For this exercise, restate the data below with no change at all.

===== RAW DATA

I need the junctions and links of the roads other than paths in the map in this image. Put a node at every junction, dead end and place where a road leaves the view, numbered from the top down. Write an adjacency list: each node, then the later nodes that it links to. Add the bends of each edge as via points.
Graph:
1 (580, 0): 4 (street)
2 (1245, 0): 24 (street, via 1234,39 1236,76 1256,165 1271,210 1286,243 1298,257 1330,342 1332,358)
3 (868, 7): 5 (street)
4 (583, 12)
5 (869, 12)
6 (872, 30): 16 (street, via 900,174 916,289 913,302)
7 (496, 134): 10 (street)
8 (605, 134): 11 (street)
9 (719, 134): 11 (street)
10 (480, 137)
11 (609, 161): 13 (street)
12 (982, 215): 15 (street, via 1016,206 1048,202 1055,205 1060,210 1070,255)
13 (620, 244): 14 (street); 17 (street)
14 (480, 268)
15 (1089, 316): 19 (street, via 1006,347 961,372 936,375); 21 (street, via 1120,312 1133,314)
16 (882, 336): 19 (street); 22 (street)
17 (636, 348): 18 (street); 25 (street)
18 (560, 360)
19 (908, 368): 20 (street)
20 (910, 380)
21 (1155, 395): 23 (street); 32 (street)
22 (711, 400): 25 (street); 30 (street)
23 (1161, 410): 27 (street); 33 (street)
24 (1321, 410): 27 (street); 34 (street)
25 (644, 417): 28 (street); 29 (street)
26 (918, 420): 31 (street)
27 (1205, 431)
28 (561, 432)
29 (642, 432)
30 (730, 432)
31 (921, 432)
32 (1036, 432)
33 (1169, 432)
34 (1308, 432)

==========

REPLY TO THE TASK.
I need the junctions and links of the roads other than paths in the map in this image. Put a node at every junction, dead end and place where a road leaves the view, numbered from the top down. Write an adjacency list: each node, then the later nodes that it links to. Add the bends of each edge as via points.
Graph:
1 (580, 0): 4 (street)
2 (1245, 0): 24 (street, via 1234,39 1236,76 1256,165 1271,210 1286,243 1298,257 1330,342 1332,358)
3 (868, 7): 5 (street)
4 (583, 12)
5 (869, 12)
6 (872, 30): 16 (street, via 900,174 916,289 913,302)
7 (496, 134): 10 (street)
8 (605, 134): 11 (street)
9 (719, 134): 11 (street)
10 (480, 137)
11 (609, 161): 13 (street)
12 (982, 215): 15 (street, via 1016,206 1048,202 1055,205 1060,210 1070,255)
13 (620, 244): 14 (street); 17 (street)
14 (480, 268)
15 (1089, 316): 19 (street, via 1006,347 961,372 936,375); 21 (street, via 1120,312 1133,314)
16 (882, 336): 19 (street); 22 (street)
17 (636, 348): 18 (street); 25 (street)
18 (560, 360)
19 (908, 368): 20 (street)
20 (910, 380)
21 (1155, 395): 23 (street); 32 (street)
22 (711, 400): 25 (street); 30 (street)
23 (1161, 410): 27 (street); 33 (street)
24 (1321, 410): 27 (street); 34 (street)
25 (644, 417): 28 (street); 29 (street)
26 (918, 420): 31 (street)
27 (1205, 431)
28 (561, 432)
29 (642, 432)
30 (730, 432)
31 (921, 432)
32 (1036, 432)
33 (1169, 432)
34 (1308, 432)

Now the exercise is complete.